**SUPPLIED MATERIAL:**
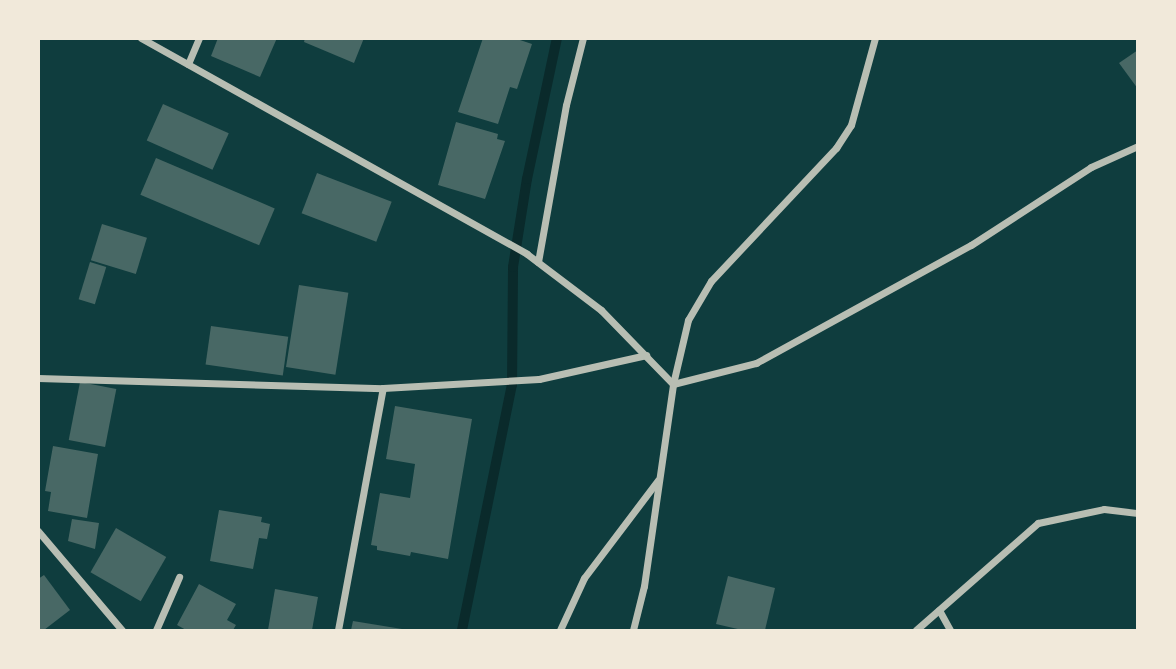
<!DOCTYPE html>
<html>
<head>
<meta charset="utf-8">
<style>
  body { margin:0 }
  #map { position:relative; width:1176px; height:669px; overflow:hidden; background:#0f3d3e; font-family:"Sofia Sans Condensed",sans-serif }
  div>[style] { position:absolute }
  .stream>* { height:10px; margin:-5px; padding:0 5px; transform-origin:5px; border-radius:5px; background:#0a2a2b }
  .building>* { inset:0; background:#486865; transform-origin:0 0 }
  .minor>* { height:7px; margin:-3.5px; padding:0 3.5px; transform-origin:3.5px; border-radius:3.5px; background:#b8beb3 }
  span { translate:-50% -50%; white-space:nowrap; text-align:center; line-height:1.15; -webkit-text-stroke:7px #f1e9da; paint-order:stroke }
  .frame { position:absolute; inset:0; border:40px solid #f1e9da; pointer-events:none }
</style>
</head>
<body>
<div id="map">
  <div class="stream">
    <i style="left:462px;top:630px;width:250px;rotate:-78.5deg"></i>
    <i style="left:512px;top:385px;width:118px;rotate:-89.5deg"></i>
    <i style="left:513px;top:267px;width:89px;rotate:-81deg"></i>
    <i style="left:527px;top:179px;width:144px;rotate:-78deg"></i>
  </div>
  <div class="building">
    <i style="clip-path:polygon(218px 38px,277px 38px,260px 77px,211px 56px)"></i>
    <i style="clip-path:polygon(305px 38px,364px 38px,354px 63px,304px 42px)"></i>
    <i style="clip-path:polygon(483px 38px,514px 38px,532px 44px,517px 89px,510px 87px,498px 124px,458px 112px)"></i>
    <i style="clip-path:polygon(1138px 50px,1138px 89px,1119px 63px)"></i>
    <i style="left:163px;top:104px;width:72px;height:40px;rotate:24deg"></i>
    <i style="clip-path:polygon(456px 122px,498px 134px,497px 139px,505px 141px,485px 199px,438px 185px)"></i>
    <i style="left:156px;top:158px;width:129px;height:40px;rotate:23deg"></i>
    <i style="left:317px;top:173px;width:80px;height:43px;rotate:21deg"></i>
    <i style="left:102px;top:224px;width:47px;height:38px;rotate:17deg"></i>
    <i style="left:90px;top:262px;width:17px;height:39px;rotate:17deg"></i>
    <i style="left:299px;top:285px;width:50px;height:83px;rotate:9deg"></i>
    <i style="left:211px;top:326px;width:78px;height:39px;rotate:8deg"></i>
    <i style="left:80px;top:382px;width:37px;height:59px;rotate:11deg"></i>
    <i style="clip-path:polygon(395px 406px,472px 419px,448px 559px,411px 552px,410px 556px,377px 550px,377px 546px,371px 545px,380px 493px,410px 498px,415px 464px,386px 459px)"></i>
    <i style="clip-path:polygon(53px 446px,98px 454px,87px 518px,48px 511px,51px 492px,45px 491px)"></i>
    <i style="clip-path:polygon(219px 510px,262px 517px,261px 522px,270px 524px,267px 539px,259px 538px,253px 569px,210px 561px)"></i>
    <i style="clip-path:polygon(72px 519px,99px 523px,95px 549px,68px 541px)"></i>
    <i style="left:116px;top:528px;width:58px;height:51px;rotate:30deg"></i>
    <i style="clip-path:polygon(44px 575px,70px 610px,44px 630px,38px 630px,38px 579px)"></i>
    <i style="clip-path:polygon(728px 576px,775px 588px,765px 630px,742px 630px,716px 624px)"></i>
    <i style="clip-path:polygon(199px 584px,236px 604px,227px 620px,236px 625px,233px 630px,186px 630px,177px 625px)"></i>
    <i style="clip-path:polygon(275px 589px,318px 597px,312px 630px,268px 630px)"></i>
    <i style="clip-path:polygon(353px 621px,402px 629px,402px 630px,351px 630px)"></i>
  </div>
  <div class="minor">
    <i style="left:141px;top:38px;width:442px;rotate:29.2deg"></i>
    <i style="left:527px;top:254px;width:93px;rotate:37.1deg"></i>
    <i style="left:601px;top:310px;width:103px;rotate:45.8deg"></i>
    <i style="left:188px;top:64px;width:28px;rotate:-67deg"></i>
    <i style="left:538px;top:262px;width:159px;rotate:-79.9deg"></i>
    <i style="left:566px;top:105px;width:69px;rotate:-75.8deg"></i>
    <i style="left:38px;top:378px;width:345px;rotate:1.7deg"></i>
    <i style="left:383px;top:388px;width:156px;rotate:-3.3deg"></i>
    <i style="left:539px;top:379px;width:110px;rotate:-12.6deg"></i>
    <i style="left:673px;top:384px;width:86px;rotate:-14.2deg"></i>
    <i style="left:756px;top:363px;width:245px;rotate:-28.8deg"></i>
    <i style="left:971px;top:245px;width:143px;rotate:-33deg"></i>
    <i style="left:1091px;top:167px;width:51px;rotate:-24.1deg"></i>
    <i style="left:38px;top:531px;width:130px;rotate:49.7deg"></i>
    <i style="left:939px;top:610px;width:23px;rotate:61deg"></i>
    <i style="left:156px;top:630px;width:58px;rotate:-66.5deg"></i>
    <i style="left:338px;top:630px;width:246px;rotate:-79.5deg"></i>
    <i style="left:560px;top:630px;width:57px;rotate:-65.2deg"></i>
    <i style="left:584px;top:578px;width:123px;rotate:-52.9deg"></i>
    <i style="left:633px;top:630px;width:45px;rotate:-76deg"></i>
    <i style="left:644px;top:586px;width:204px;rotate:-81.8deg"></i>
    <i style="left:673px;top:384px;width:66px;rotate:-76.8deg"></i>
    <i style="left:688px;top:320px;width:45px;rotate:-59.5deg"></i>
    <i style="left:711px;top:281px;width:183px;rotate:-46.8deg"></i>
    <i style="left:836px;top:148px;width:27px;rotate:-57deg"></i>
    <i style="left:851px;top:125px;width:90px;rotate:-74.6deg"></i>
    <i style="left:916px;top:630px;width:162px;rotate:-41.3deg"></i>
    <i style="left:1038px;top:523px;width:67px;rotate:-12deg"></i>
    <i style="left:1104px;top:509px;width:34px;rotate:7deg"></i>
  </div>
  <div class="frame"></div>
</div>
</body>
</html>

**WORK TASK:**
Exactly as they appear, transcribe the lines from the top of the material above through the line with "height:10px; margin:-5px; padding:0". Omit any picture.

**RESPONSE BELOW:**
<!DOCTYPE html>
<html>
<head>
<meta charset="utf-8">
<style>
  body { margin:0 }
  #map { position:relative; width:1176px; height:669px; overflow:hidden; background:#0f3d3e; font-family:"Sofia Sans Condensed",sans-serif }
  div>[style] { position:absolute }
  .stream>* { height:10px; margin:-5px; padding:0 5px; transform-origin:5px; border-radius:5px; background:#0a2a2b }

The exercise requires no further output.